Eurozone worries were driving markets lower this morning as news broke that the bloc’s Finance Ministers had delayed a decision as to whether to release the next tranche of bailout funds to Greece. The signing off of the next €8bn of funds was previously anticipated to occur during a meeting on the 13thOctober, however this has now been cancelled. Adding to woes were comments from the BNP Parisbas CEO who, speaking at a Bank of America Merrill Lynch conference in London, stated that numerous EU banks need to be recapitalised.

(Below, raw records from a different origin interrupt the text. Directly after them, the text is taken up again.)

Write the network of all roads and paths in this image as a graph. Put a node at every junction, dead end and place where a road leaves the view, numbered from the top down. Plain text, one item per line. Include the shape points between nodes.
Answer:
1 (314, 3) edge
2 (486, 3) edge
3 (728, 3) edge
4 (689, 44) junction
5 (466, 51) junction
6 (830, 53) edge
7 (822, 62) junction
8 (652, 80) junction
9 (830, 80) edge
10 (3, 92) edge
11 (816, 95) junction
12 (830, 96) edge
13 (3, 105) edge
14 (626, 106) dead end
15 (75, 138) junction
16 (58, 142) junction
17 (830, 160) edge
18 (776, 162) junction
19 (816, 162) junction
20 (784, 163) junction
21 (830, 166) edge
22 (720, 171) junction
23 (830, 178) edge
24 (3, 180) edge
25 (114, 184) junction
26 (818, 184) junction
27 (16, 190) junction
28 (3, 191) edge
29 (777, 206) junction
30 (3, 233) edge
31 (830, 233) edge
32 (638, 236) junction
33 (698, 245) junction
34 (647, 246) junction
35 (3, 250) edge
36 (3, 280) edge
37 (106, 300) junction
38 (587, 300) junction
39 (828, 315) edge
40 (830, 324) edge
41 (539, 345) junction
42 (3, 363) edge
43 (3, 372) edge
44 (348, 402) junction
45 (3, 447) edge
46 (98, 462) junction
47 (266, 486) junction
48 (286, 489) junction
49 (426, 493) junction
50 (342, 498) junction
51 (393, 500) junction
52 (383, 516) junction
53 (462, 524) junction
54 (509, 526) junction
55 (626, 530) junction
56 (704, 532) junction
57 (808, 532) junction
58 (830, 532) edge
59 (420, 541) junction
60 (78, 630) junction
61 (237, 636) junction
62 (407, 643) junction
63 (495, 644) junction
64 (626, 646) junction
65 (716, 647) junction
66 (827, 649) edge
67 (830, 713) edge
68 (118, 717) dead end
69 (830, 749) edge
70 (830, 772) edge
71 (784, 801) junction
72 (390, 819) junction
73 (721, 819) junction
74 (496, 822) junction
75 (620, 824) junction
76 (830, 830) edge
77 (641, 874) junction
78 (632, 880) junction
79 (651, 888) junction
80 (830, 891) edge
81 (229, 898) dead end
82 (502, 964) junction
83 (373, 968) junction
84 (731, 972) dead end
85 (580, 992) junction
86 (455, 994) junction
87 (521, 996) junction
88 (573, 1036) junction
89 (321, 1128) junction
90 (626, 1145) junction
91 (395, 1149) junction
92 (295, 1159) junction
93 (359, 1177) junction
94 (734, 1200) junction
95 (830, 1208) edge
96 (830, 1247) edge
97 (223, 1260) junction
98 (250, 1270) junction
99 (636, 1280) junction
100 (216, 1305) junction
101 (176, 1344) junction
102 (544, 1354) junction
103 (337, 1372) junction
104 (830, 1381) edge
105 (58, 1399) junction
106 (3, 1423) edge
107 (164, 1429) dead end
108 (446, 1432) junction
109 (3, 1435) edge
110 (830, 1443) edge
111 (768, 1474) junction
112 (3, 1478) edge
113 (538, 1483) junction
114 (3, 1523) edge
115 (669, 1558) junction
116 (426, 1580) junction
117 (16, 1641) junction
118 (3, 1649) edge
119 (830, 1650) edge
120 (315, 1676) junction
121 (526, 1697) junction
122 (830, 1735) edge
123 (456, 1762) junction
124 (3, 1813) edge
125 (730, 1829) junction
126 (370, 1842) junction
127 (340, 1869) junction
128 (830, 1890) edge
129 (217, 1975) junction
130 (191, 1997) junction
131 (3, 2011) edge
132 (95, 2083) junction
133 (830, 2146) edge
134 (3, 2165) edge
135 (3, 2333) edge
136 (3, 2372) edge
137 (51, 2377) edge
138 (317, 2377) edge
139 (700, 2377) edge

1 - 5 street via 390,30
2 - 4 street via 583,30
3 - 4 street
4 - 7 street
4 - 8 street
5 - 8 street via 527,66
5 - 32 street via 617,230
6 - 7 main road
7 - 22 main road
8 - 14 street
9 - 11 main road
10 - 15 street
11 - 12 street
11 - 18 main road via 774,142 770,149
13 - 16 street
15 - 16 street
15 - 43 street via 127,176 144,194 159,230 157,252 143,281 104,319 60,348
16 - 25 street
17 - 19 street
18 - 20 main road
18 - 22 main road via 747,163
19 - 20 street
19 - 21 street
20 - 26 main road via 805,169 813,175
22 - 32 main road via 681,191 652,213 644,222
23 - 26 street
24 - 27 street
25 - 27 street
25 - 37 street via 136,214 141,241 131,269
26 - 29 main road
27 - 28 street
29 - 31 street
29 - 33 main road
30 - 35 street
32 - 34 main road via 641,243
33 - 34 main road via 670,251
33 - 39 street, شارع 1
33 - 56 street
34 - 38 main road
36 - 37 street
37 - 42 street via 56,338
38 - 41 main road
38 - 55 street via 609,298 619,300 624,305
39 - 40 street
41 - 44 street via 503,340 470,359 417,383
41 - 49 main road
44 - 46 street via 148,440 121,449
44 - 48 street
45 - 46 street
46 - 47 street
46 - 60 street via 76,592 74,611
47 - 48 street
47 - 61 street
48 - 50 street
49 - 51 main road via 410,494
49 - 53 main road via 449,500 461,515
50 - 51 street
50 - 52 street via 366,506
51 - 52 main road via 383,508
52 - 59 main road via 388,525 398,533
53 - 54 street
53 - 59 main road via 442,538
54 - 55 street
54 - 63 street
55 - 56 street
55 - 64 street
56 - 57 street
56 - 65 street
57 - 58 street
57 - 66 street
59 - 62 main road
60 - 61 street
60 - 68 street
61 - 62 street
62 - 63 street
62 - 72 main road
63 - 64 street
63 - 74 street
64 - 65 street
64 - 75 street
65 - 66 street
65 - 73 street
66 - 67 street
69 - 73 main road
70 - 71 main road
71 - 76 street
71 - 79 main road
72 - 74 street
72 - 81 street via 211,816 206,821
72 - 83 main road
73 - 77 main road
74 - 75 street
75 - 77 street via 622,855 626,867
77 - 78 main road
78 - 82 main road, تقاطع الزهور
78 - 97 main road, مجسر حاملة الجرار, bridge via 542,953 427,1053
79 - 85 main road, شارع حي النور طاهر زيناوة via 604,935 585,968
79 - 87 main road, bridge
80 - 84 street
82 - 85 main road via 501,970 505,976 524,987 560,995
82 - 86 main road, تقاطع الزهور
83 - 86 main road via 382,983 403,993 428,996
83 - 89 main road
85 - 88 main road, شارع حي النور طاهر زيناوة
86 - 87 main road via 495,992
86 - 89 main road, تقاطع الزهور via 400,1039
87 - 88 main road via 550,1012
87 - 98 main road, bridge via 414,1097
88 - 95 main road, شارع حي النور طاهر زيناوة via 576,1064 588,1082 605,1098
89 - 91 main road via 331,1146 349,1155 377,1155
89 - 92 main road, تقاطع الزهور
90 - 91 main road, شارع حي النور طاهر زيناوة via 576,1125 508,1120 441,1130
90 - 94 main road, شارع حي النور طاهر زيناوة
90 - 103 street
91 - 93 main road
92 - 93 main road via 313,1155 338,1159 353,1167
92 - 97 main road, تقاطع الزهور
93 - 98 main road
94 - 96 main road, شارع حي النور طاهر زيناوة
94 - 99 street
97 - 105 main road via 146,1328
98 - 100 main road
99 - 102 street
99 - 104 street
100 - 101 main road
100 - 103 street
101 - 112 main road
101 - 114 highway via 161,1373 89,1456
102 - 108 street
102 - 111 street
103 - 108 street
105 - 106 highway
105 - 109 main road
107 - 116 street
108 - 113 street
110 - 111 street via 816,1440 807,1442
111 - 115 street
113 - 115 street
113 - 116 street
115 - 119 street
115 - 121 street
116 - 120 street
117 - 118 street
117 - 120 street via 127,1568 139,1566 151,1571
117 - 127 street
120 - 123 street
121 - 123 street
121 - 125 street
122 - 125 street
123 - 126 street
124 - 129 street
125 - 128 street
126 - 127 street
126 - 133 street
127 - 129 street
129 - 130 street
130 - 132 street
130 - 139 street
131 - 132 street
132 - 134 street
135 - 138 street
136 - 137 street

The Franco-Belgian bank Dexia’s 37% loss in opening trade this morning was the latest manifestation of the European troubles. It follows a 10% decline on Monday after Moody’s placed the group on review for a possible downgrade. The bank, part owned by the French and Belgian governments after its bailout in 2008, is rumoured to be on the brink of collapse or break up over its peripheral debt exposure. In a joint statement issued by the French and German finance ministers, it was pledged that Dexia’s financing would be guaranteed in a bid to calm account holders and creditors. The shares recovered slightly to finish the day down closer to 20%.
Markets took a further negative turn as US Federal Reserve chairman Ben Bernanke addressed Congress’s Joint Economic Committee, warning of a weak domestic labour market. The FTSE 100, which had comfortably broken through the 5,000 point barrier earlier in the day, reach a day low of 4870 although gained some ground to finish the day down 2.6% at 4944 points.
Tesco was a stand-out performer on the day, its 2.6% gain attributable to an upgrade from neutral to buy by analysts at UBS. The 510p price target was justified by perceived improved trading conditions through 2012. Sentiment was also boosted by comment from the investment bank Espirito Santo, which highlighted the benefits of the online expansion of Tesco’s F&F clothing range in Europe. Burberry and Glencore were the only notable gainers on an otherwise disappointing day for remaining FTSE 100 constituents.